Diagnostik, Therapie und Spontanheilung

Aufgrund einer Beobachtung bei Ausheilungen von Fällen invasiver Aspergillose unter der Kombinationstherapie mit Ancotil (Medikament) stellt sich die Frage, inwieweit z.B. die fehlende Eiweissbindung vom Medikament (5-Flucytosin) gerade im Stadium der Thrombosierung und Infarzeriung zum Tragen kommen kann.

Besonders eindrucksvoll ist, wenn eine zunächst unerkannt gebliebene invasive Apsergillose mit der Remission spontan abheilen konnte. Beispielhaft war bei einem Herztransplantierten nach herabsetzen der Immunsuppression und Vorliegen einer noch nicht bekannten aerogenen invasiven Apsergillus-Infektion die reaktive Demarkierung eines A. fumigatus-Herdes im Gehrin, gekoppelt mit einem spontanen Absterben des Erregers, was erst durch die Biopsie intra-operationem mikroskopisch und kulturell gesichert werden konnte.

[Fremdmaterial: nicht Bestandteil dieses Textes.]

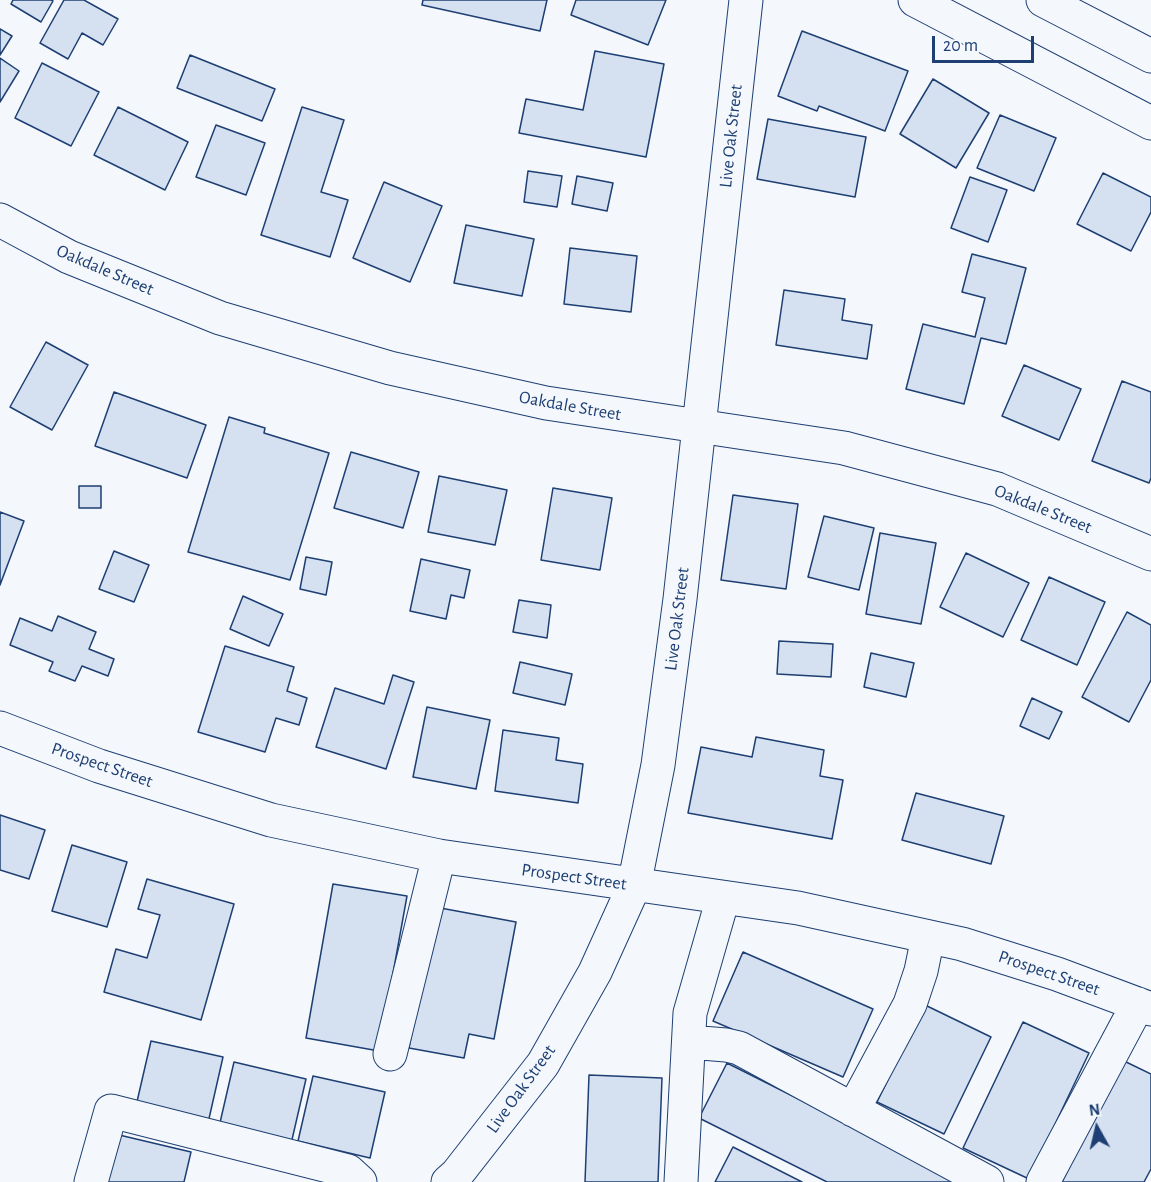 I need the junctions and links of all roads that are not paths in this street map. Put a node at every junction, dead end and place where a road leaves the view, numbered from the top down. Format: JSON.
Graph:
{"nodes":[{"id":1,"x":746,"y":0,"type":"edge"},
{"id":2,"x":915,"y":0,"type":"edge"},
{"id":3,"x":1043,"y":0,"type":"edge"},
{"id":4,"x":1151,"y":56,"type":"edge"},
{"id":5,"x":1151,"y":123,"type":"edge"},
{"id":6,"x":0,"y":220,"type":"edge"},
{"id":7,"x":700,"y":427,"type":"junction"},
{"id":8,"x":1151,"y":554,"type":"edge"},
{"id":9,"x":0,"y":728,"type":"edge"},
{"id":10,"x":439,"y":856,"type":"junction"},
{"id":11,"x":634,"y":885,"type":"junction"},
{"id":12,"x":723,"y":898,"type":"junction"},
{"id":13,"x":928,"y":937,"type":"junction"},
{"id":14,"x":1144,"y":1006,"type":"edge"},
{"id":15,"x":689,"y":1042,"type":"junction"},
{"id":16,"x":390,"y":1054,"type":"dead end"},
{"id":17,"x":853,"y":1110,"type":"junction"},
{"id":18,"x":91,"y":1182,"type":"edge"},
{"id":19,"x":360,"y":1182,"type":"edge"},
{"id":20,"x":448,"y":1182,"type":"edge"},
{"id":21,"x":681,"y":1182,"type":"edge"},
{"id":22,"x":987,"y":1182,"type":"edge"},
{"id":23,"x":1043,"y":1182,"type":"edge"}],
"edges":[{"from":1,"to":7,"type":"street","name":"Live Oak Street"},
{"from":2,"to":5,"type":"street"},
{"from":3,"to":4,"type":"street"},
{"from":6,"to":7,"type":"street","name":"Oakdale Street"},
{"from":7,"to":8,"type":"street","name":"Oakdale Street"},
{"from":7,"to":11,"type":"street","name":"Live Oak Street"},
{"from":9,"to":10,"type":"street","name":"Prospect Street"},
{"from":10,"to":11,"type":"street","name":"Prospect Street"},
{"from":10,"to":16,"type":"street"},
{"from":11,"to":12,"type":"street","name":"Prospect Street"},
{"from":11,"to":20,"type":"street","name":"Live Oak Street"},
{"from":12,"to":13,"type":"street","name":"Prospect Street"},
{"from":12,"to":15,"type":"street"},
{"from":13,"to":14,"type":"street","name":"Prospect Street"},
{"from":13,"to":17,"type":"street"},
{"from":14,"to":23,"type":"street"},
{"from":15,"to":17,"type":"street"},
{"from":15,"to":21,"type":"street"},
{"from":17,"to":22,"type":"street"},
{"from":18,"to":19,"type":"street"}]} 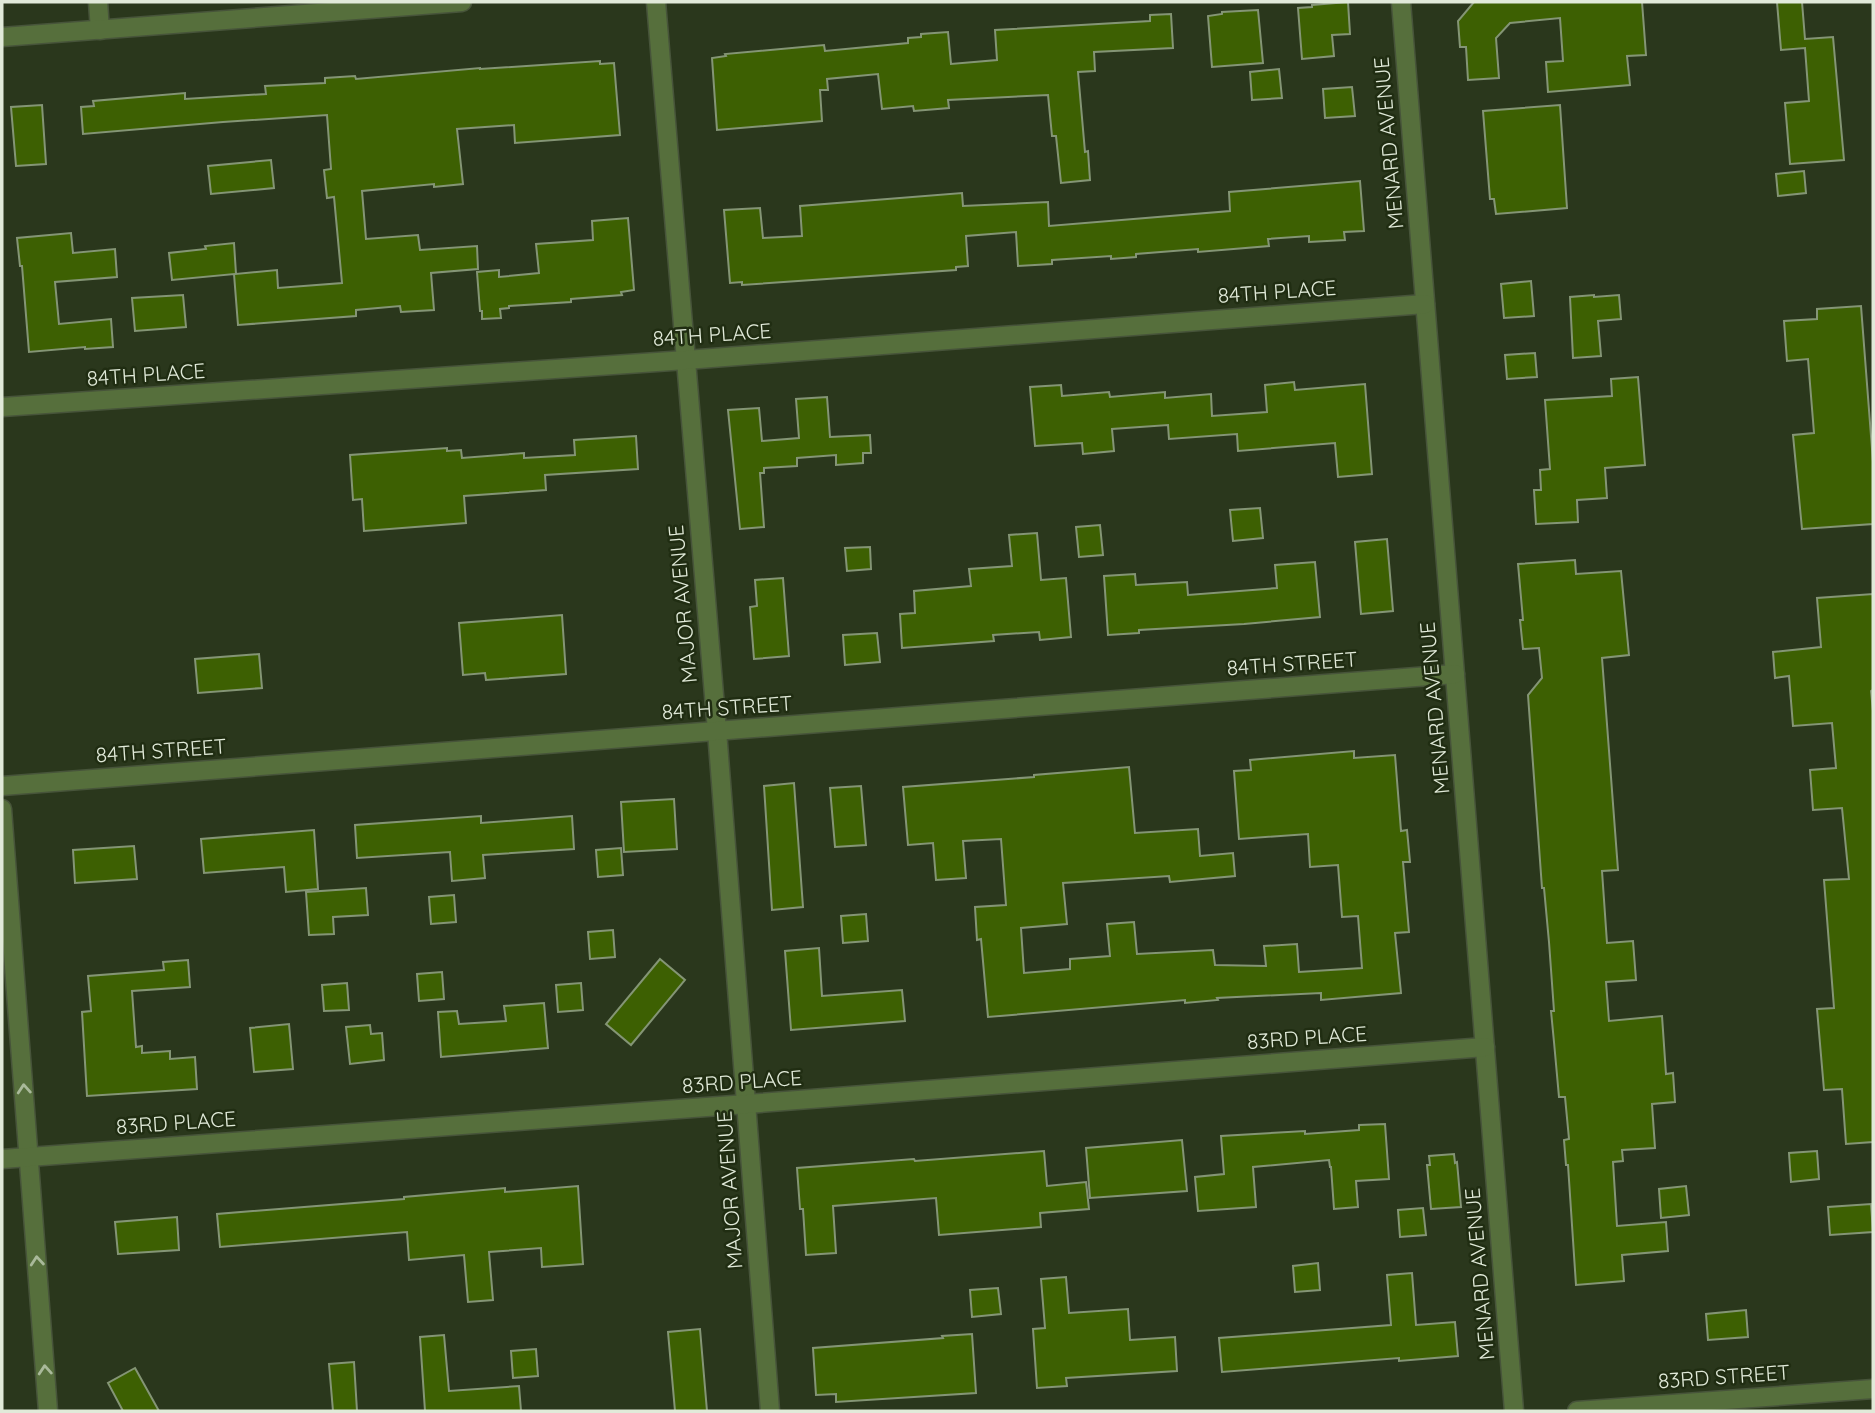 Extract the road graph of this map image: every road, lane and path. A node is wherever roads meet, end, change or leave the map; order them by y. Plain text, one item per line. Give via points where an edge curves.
1 (98, 2) edge
2 (462, 2) edge
3 (656, 2) edge
4 (1401, 2) edge
5 (286, 9) edge
6 (100, 30) junction
7 (2, 37) edge
8 (1425, 304) junction
9 (686, 360) junction
10 (2, 407) edge
11 (1455, 674) junction
12 (717, 731) junction
13 (2, 786) edge
14 (2, 809) edge
15 (1485, 1047) junction
16 (747, 1104) junction
17 (29, 1157) junction
18 (2, 1159) edge
19 (1873, 1389) edge
20 (48, 1411) edge
21 (770, 1411) edge
22 (1514, 1411) edge
23 (1577, 1411) edge

1 - 6 street
2 - 5 street
3 - 9 street, MAJOR AVENUE
4 - 8 street, MENARD AVENUE
5 - 6 street
6 - 7 street
8 - 9 street, 84TH PLACE
8 - 11 street, MENARD AVENUE
9 - 10 street, 84TH PLACE
9 - 12 street, MAJOR AVENUE
11 - 12 street, 84TH STREET
11 - 15 street, MENARD AVENUE
12 - 13 street, 84TH STREET
12 - 16 street, MAJOR AVENUE
17 -> 14 street
15 - 16 street, 83RD PLACE
15 - 22 street, MENARD AVENUE
16 - 17 street, 83RD PLACE
16 - 21 street, MAJOR AVENUE
17 - 18 street, 83RD PLACE
20 -> 17 street
19 - 23 street, 83RD STREET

Ebenso eindrucksvoll war bei einem Leukämie-Patienten im Stadium der Remission die spontane Heilung eines Nasenschleimhautgeschwürs durch A. flavus mit Konidienbildung, was erst retrospektiv anhand früherer histologischer und laufender kultureller und serologischer Befunde geklärt werden konnte.

Solche Beobachtungen und Erkenntnisse können nur aus täglicher, kritischer mykologisch-diagnostischer und -epidemiologischer Überwachung von Risikopatienten resultieren.

Neben dem pathohistologischen Erregernachweis ist immer das kulturelle Ergebnis (siehe Bild oben) von Identifizierung des Erregers, gegebenenfalls mit interessierenden stammspezifischen Eigenschaften.
Auch Fragen zur Koexistenz von Pilzen und Bakterien sind bei einem kritischen Vergleich in Befunden klärbar. Falls einige Bakterien beseitigt werden, kann das für ein Aspergillus-Wachstum förderlich sein oder ein Bakterienwachstum kann den Aspergillus-Nachweis erschweren, gegebenfalls sogar ein mykotisches Geschehen unterdrücken.